Quizás podía llamarla. No. Quizás podía lanzar al matojo, una, o dos bolas de nieve, y esperar a que la niña saliera, u otra respuesta en forma de proyectil de sino inverso. No. Quizás podía deshacer la distancia que me separaba de ella, tras el arbolillo, y descubrirla; quizás arremeciendo sus frágiles ramas, con las manos, no con una patada, para que la nieve cayera sobre la niña y saltara de su escondrijo con esa incomodidad amable de la nieve acariciando, quemando, su piel interior. No. Tenía la música. Tararearía la melodía de mi infancia, con la seguridad de que la pequeña la reconocería y me acompañaría con un entono mejor que el mío y puesto que a ella pertenecía hoy.

Canturreaba. Tenía la música, sin letras que pongo ahora, armonía tejida con tres acordes, tres, que iría incrementando en intensidad, en cadencia, a medida que la chiquilla se demorara en su escondite desde el que me miraba e incluso se sonreía. Tres armónicos que irían creciendo, y extendiéndose, formando parte o sustanciándose con la densidad gélida del ambiente, del aire que olía a agua clorada; dispersándose con criterio y con esa sutilidad de los copos de nieve que sigilosos cayeron del cielo. Una llamada a la niña, ciertamente. No obstante, pensaba, que no porque en su compás yaciera la capacidad, la voluntad de apaciguar, de dirimir en su medida, de poner en fuga a los espectros de la monotonía, iba a renunciar a su importancia, a su necesidad, de trenzar, de tupir mis vacíos, con confidencia, con secreto, y con ese colorido compuesto por un arco iris de amor blanco, sin dejar un nimio resquicio a la duda, o al temor.
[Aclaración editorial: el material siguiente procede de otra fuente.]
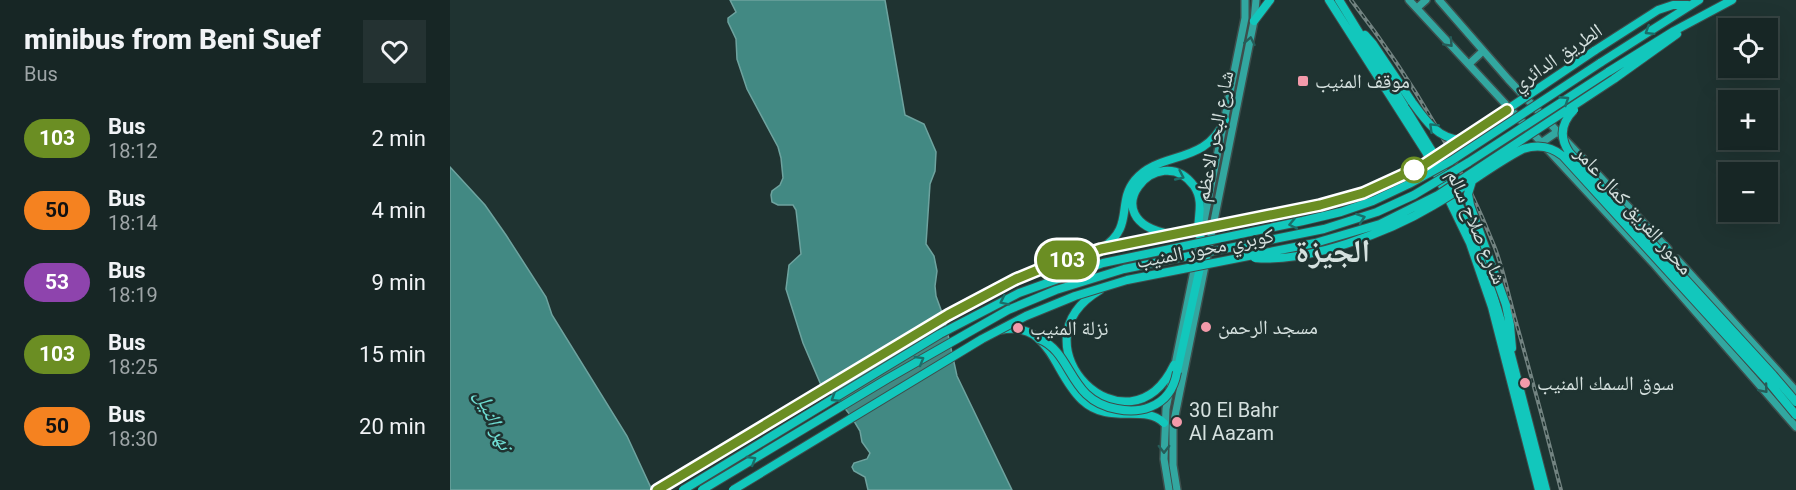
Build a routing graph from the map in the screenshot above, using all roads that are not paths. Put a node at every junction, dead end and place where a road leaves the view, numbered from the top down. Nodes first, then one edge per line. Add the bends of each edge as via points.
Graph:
1 (1245, 0) edge
2 (1256, 0) edge
3 (1270, 0) edge
4 (1329, 0) edge
5 (1340, 0) edge
6 (1409, 0) edge
7 (1426, 0) edge
8 (1699, 0) edge
9 (1732, 0) edge
10 (1441, 1) edge
11 (1689, 5) junction
12 (1417, 9) junction
13 (1245, 12) junction
14 (1255, 17) junction
15 (1697, 18) junction
16 (1360, 32) junction
17 (1483, 51) junction
18 (1469, 64) junction
19 (1587, 98) junction
20 (1507, 110) joint
21 (1515, 119) joint
22 (1225, 120) junction
23 (1522, 128) joint
24 (1557, 132) junction
25 (1529, 136) joint
26 (1461, 140) junction
27 (1541, 143) junction
28 (1429, 150) junction
29 (1215, 170) junction
30 (1478, 170) junction
31 (1224, 173) junction
32 (1212, 184) junction
33 (1221, 186) junction
34 (1172, 235) junction
35 (1201, 239) junction
36 (1665, 246) junction
37 (1101, 249) junction
38 (1209, 252) junction
39 (1479, 257) junction
40 (1239, 258) junction
41 (1648, 258) junction
42 (1108, 286) junction
43 (1695, 296) junction
44 (995, 332) junction
45 (1040, 339) junction
46 (1511, 355) junction
47 (1176, 368) junction
48 (1796, 391) edge
49 (1796, 402) edge
50 (1796, 415) edge
51 (1164, 423) junction
52 (1796, 427) edge
53 (1534, 460) junction
54 (657, 490) edge
55 (683, 490) edge
56 (702, 490) edge
57 (733, 490) edge
58 (1169, 490) edge
59 (1177, 490) edge
60 (1539, 490) edge
61 (1546, 490) edge

1 - 13 main road, شارع البحر الاعظم
2 - 14 main road, شارع البحر الاعظم
3 - 14 highway
4 - 28 highway, شارع صلاح سالم
5 - 16 highway, شارع صلاح سالم
6 - 12 main road
7 - 12 main road
8 - 11 highway, الطريق الدائري
9 - 15 highway, الطريق الدائري
10 - 17 main road
11 - 20 highway, الطريق الدائري, bridge via 1658,10
11 -> 21 highway, الطريق الدائري, bridge
12 -> 18 main road
13 - 14 main road
13 - 22 main road, شارع البحر الاعظم
31 -> 14 main road, شارع البحر الاعظم
15 - 19 highway, الطريق الدائري, bridge
23 -> 15 highway, الطريق الدائري, bridge
26 -> 16 highway, bridge via 1438,133
16 - 28 highway, شارع صلاح سالم
17 - 18 main road
17 - 24 main road
18 - 27 main road
19 - 25 highway, الطريق الدائري, bridge
19 - 43 highway, محور الفريق كمال عامر, bridge via 1564,123 1566,149
20 - 26 highway, كوبري محور المنيب, bridge
21 -> 55 highway, كوبري محور المنيب, bridge via 1451,161 1357,207 1103,263 1019,293 940,334
22 - 29 main road, شارع البحر الاعظم
22 - 37 highway via 1216,136 1195,152 1152,167 1135,180 1127,196 1124,222
56 -> 23 highway, كوبري محور المنيب, bridge via 1008,310 1124,269 1360,219 1436,182
24 - 27 main road
24 - 36 main road
25 - 30 highway, كوبري محور المنيب, bridge
26 - 34 highway, كوبري محور المنيب, bridge via 1413,171 1363,193
27 - 41 main road
28 - 39 highway, شارع صلاح سالم via 1452,188
29 - 31 main road
29 - 32 main road, شارع البحر الاعظم
30 - 40 highway, كوبري محور المنيب, bridge via 1422,205 1368,229
30 - 46 highway, bridge via 1469,189 1470,205 1506,305
31 - 33 main road, شارع البحر الاعظم
32 - 33 main road
32 - 35 main road, شارع البحر الاعظم
33 - 38 main road, شارع البحر الاعظم
34 -> 35 highway via 1148,229 1135,214 1133,201 1140,184 1155,173 1174,172 1191,182 1200,198
34 - 37 highway, كوبري محور المنيب, bridge
35 - 47 main road, شارع البحر الاعظم
36 - 43 highway, bridge via 1695,285
36 - 48 main road
37 - 54 highway, كوبري محور المنيب, bridge via 1033,272 978,297
38 - 47 highway via 1201,262
38 - 59 main road, شارع البحر الاعظم via 1173,426
39 - 46 highway, شارع صلاح سالم
39 - 53 highway, شارع صلاح سالم
40 - 42 highway, كوبري محور المنيب, bridge
40 - 43 highway, محور الفريق كمال عامر, bridge via 1275,259 1381,231 1428,209 1519,151 1539,146 1563,156
41 - 43 highway, bridge
41 -> 52 main road
42 - 44 highway, كوبري محور المنيب, bridge via 1050,306
42 - 47 highway, bridge via 1075,310 1068,326 1066,344 1075,370 1087,386 1102,397 1129,402 1158,389
43 - 49 highway, محور الفريق كمال عامر, bridge
43 - 50 highway, محور الفريق كمال عامر, bridge
44 - 45 highway, bridge via 1022,330
44 - 57 highway, كوبري محور المنيب, bridge
45 - 47 highway, bridge via 1054,348 1083,391 1110,407 1137,410 1152,406 1169,393
45 - 51 highway, bridge via 1081,399 1098,410 1117,415 1155,415
46 - 53 highway, شارع صلاح سالم
47 - 51 main road, شارع البحر الاعظم
51 -> 58 main road, شارع البحر الاعظم
53 - 60 highway, شارع صلاح سالم
53 - 61 highway, شارع صلاح سالم

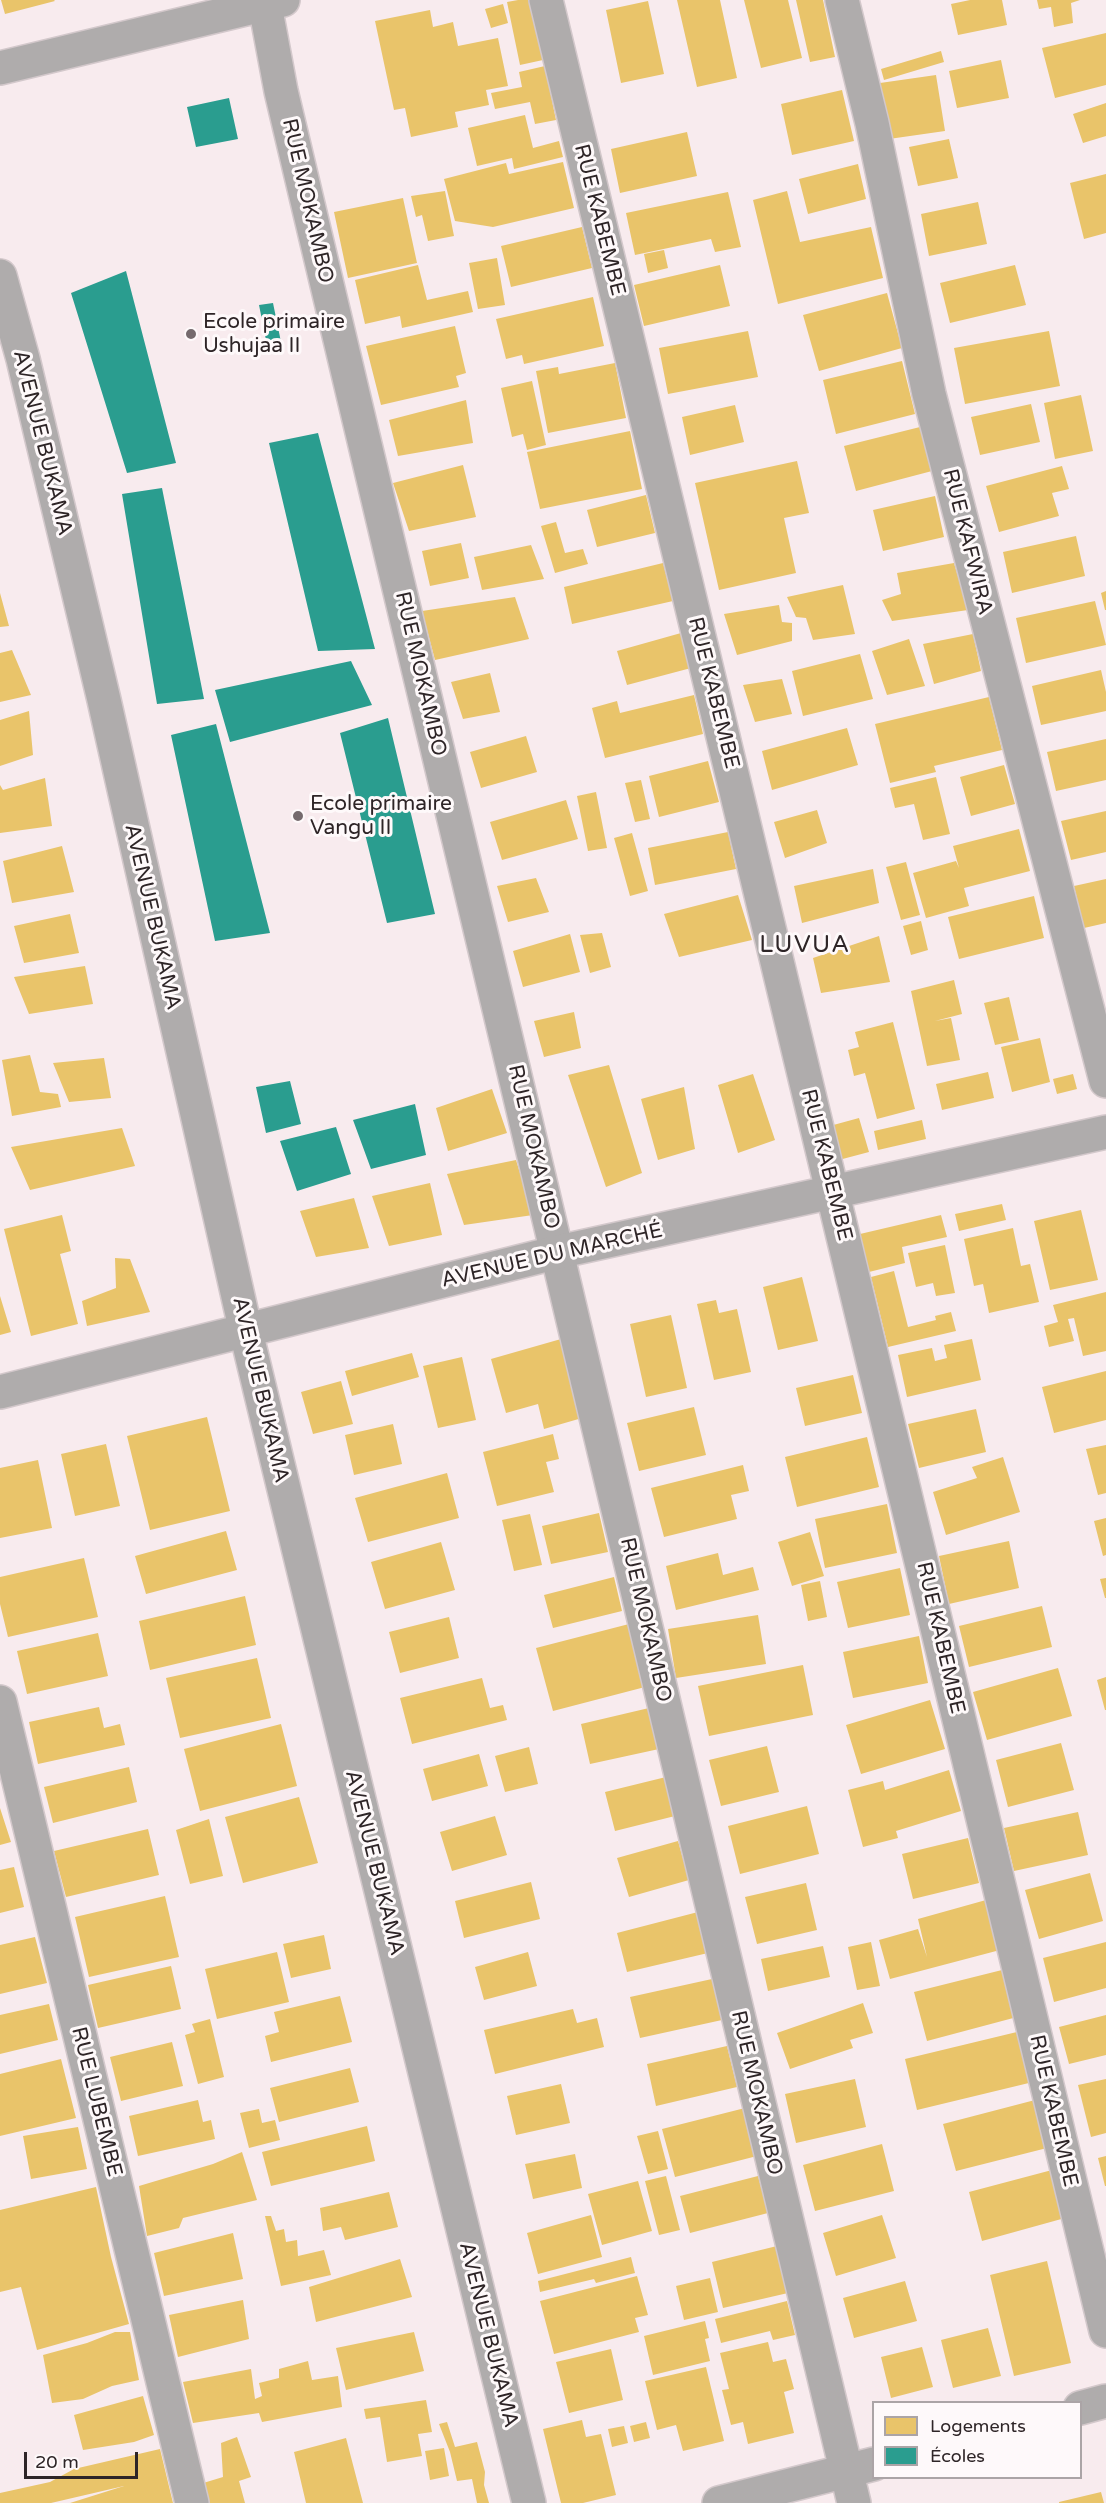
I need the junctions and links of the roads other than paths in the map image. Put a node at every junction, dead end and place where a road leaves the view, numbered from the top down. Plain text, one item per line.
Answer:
1 (546, 0) edge
2 (843, 0) edge
3 (270, 1) edge
4 (0, 68) edge
5 (0, 276) edge
6 (1106, 1081) edge
7 (1106, 1132) edge
8 (833, 1192) junction
9 (558, 1252) junction
10 (246, 1332) junction
11 (0, 1392) edge
12 (0, 1702) edge
13 (1106, 2331) edge
14 (1106, 2402) edge
15 (1082, 2408) edge
16 (860, 2467) edge
17 (192, 2503) edge
18 (529, 2503) edge
19 (719, 2503) edge
20 (854, 2503) edge

1 - 8 street, RUE KABEMBE
2 - 6 street, RUE KAFWIRA
3 - 4 street
3 - 9 street, RUE MOKAMBO
5 - 10 street, AVENUE BUKAMA
7 - 8 street, AVENUE DU MARCHÉ
8 - 9 street, AVENUE DU MARCHÉ
8 - 13 street, RUE KABEMBE
9 - 10 street, AVENUE DU MARCHÉ
9 - 16 street, RUE MOKAMBO
10 - 11 street, AVENUE DU MARCHÉ
10 - 18 street, AVENUE BUKAMA
12 - 17 street, RUE LUBEMBE
14 - 15 street
16 - 19 street
16 - 20 street, RUE MOKAMBO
Notas que no eran evocaciones fugaces para circunstancias concretas o codiciadas, las que no tenían otra funcionalidad que aportar una entereza permanente, dispuesta, vital por sus mimbres alegres o tiernos, sensible por lo intrincado de su textura, para recordar sin que todo fuera un recuerdo, de superficies que ocultan abismales lagunas de lágrimas por ojos ciegos, arquetipos, de percepciones ocultas en las palabras, torcidas y en las más diáfanas, incluso en estas, de la suerte de la meditación en las encrucijadas, cara o cruz, a cuanto hace de la simplicidad la más compleja cuestión, de las preguntas serenas que socavan las certezas y muestran la fragilidad, la fugacidad, lo provisional o un margen de espontaneidad… de lo que subyace bajo la nieve, el verde de una esperanza de primavera… Todo, en definitiva, que guardaría secreta relación, conexión, oídos, con el ser que encerramos en nuestro interior, callado por la sociedad, ciego por vendas cada vez más tupidas, silente por mordazas hirientes, y quien, en todo momento, por estos acordes, declamaba cuánto nos echaba de menos.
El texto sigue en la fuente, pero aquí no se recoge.